Markant ragen die Brocken aus dem Boden. Sie sind stille Zeugen einer der schwersten Naturkatastrophen in der Schweizer Geschichte. Am 2. September 1806 lösten sich am Rossberg 40 Millionen Kubikmeter Gestein. Diese donnerten talwärts, zerstörten mehrere Dörfer, nahmen 457 Menschen das Leben.


Jedes Jahr halten die Goldauer eine Gedenkfeier ab, legen einen Kranz nieder. Als sich die Tragödie zum 200. Mal jährte, enthüllte Bundeskanzlerin Annemarie Huber-Hotz (67) ein Denkmal für die Verstorbenen. «Diese Geotopen sind wie Grabsteine», sagt Hammer. Das Gebiet sei an sich ein einziger grosser Friedhof. «Aber einigen Unternehmern ist das egal, solange sie nur ihre Gewerbefläche vergrössern können.» Unterstützt vom Schweizer Heimatschutz


Vor drei Jahren war auf dem Areal eine Deponie für Bauschutt geplant. Hammer konnte diese verhindern, indem er mit dem Bundesamt für Umwelt bis vor Verwaltungsgericht klagte.


Der Schweizer Heimatschutz erstellte damals ein Gutachten und hielt fest, die Felsblöcke seien «ungeschmälert» zu erhalten. «Sie sind Zeugen der maximalen Ausdehnung des Bergsturzgebietes, sodass ihnen eine grosse Bedeutung für die Ablesbarkeit des prägenden Ereignisses zukommt.» Das Gebiet ist zudem im Bundesinventar der Landschaften und Naturdenkmäler von nationaler Bedeutung eingetragen.

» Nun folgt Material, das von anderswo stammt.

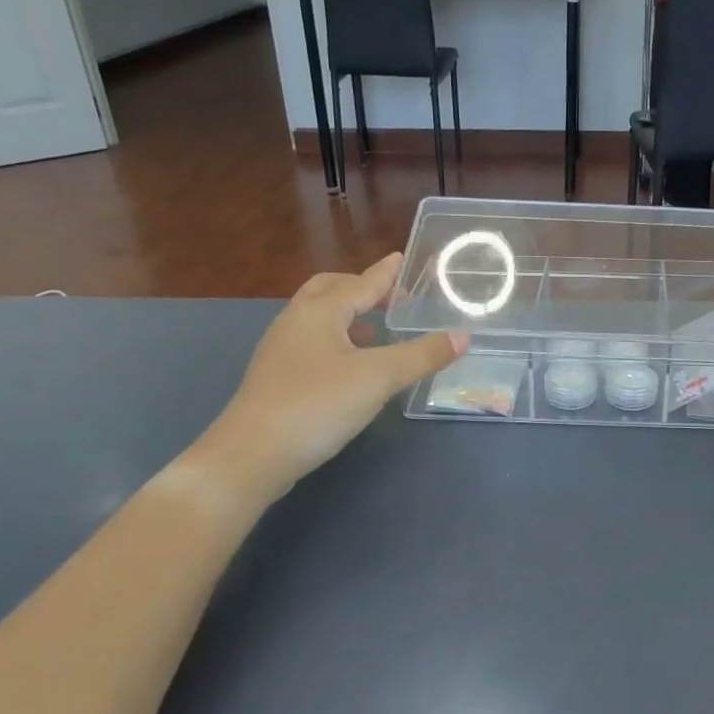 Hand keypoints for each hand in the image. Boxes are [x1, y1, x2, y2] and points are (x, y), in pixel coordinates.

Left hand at [190, 253, 463, 503]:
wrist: (251, 455)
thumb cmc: (317, 404)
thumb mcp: (379, 378)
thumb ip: (422, 355)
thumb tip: (462, 336)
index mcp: (319, 312)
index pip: (360, 283)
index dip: (385, 273)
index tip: (401, 258)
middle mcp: (295, 322)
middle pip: (329, 290)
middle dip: (360, 289)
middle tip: (390, 298)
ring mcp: (281, 350)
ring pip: (318, 318)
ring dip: (347, 316)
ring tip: (376, 332)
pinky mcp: (276, 378)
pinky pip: (312, 343)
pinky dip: (336, 341)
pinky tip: (351, 368) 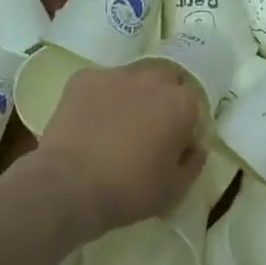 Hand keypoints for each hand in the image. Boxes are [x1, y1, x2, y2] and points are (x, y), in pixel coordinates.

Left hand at [34, 60, 206, 238]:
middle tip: (146, 128)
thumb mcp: (175, 189)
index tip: (173, 140)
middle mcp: (153, 79)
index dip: (184, 120)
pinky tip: (88, 122)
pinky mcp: (84, 78)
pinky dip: (98, 98)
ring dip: (130, 95)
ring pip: (131, 78)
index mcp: (181, 103)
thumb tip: (196, 145)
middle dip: (160, 98)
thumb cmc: (130, 190)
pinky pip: (99, 83)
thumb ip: (194, 161)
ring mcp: (116, 74)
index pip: (192, 100)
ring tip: (113, 124)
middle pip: (164, 80)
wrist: (70, 185) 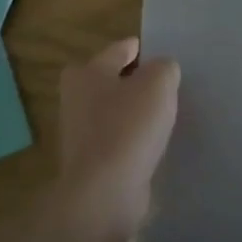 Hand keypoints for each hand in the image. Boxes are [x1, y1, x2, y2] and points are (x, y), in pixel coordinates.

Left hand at [56, 38, 180, 230]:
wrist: (105, 192)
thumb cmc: (129, 127)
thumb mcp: (158, 83)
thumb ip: (164, 68)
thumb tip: (162, 70)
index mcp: (88, 73)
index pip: (118, 50)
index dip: (139, 48)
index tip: (159, 51)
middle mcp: (77, 99)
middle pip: (110, 80)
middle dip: (132, 80)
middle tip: (162, 83)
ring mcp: (81, 134)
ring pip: (113, 111)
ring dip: (133, 111)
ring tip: (163, 113)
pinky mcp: (91, 162)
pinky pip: (117, 139)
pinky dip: (132, 138)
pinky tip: (153, 142)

Dennoch will ein Transportunternehmen jetzt eine Halle für Verkehrsbusse errichten. Der Schweizer Heimatschutz legte dagegen Beschwerde beim Regierungsrat ein. Diese ist noch immer hängig. Doch das war den Bauarbeitern offenbar egal. Vor zehn Tagen fuhren sie mit den Baggern auf, machten sich an die Arbeit.


«Sie trugen den Boden ab und legten einen grossen Felsen frei, um ihn später offenbar zu sprengen», sagt Walter Eigel (72), Präsident des Heimatschutzes Schwyz. Er spricht von einer Nacht- und Nebelaktion – die Bauunternehmer hätten mit Sicherheit gewusst, dass eine Beschwerde hängig ist. «Sie wollten dieser zuvorkommen und uns vor vollendete Tatsachen stellen. Man hat wohl gehofft, dass die Arbeiten keinem auffallen.»


Doch Nachbar Erwin Hammer hatte an jenem Tag frei. Er war auf dem Weg zur Post, als er das tüchtige Treiben im geschützten Gebiet entdeckte. «Ich war schockiert, rief umgehend das Bauamt der Gemeinde an.» Die erwirkte noch am gleichen Tag einen sofortigen Baustopp, drohte den Verantwortlichen mit Busse oder Haft. Diese hielten sich an die Weisung, die Maschinen blieben seither abgeschaltet. Warum aber legten die Bagger los, obwohl eine Beschwerde hängig ist? Weder die Transportfirma noch deren Anwalt waren für eine Stellungnahme erreichbar.


Erwin Hammer ist froh, hat die Gemeinde so schnell reagiert. «Trotzdem ist der Schaden schon jetzt gross», sagt er. Die Oberfläche ist abgetragen, ein riesiger Felsbrocken steht freigelegt und «nackt» in der Gegend. «Bis alles wieder so verwachsen ist wie früher, dauert es Jahre.»



Als der Berg ins Tal donnerte


Der 2. September 1806 war ein «trauriger, jammervoller Tag», berichtete die «NZZ» damals. Am Abend lösten sich 40 Millionen Kubikmeter Nagelfuh-Gestein, stürzten ins Tal. Sie verteilten sich auf einer Fläche von 6 km², verschütteten die Dörfer Goldau, Röthen und Teile von Buosingen und Lauerz. 457 Menschen starben – die schwerste Naturkatastrophe in der Schweiz neben dem Erdbeben von Basel. Über 100 Häuser sowie 220 Ställe und Scheunen wurden zerstört. Die erste nationale Spendensammlung half später, die Region wieder aufzubauen.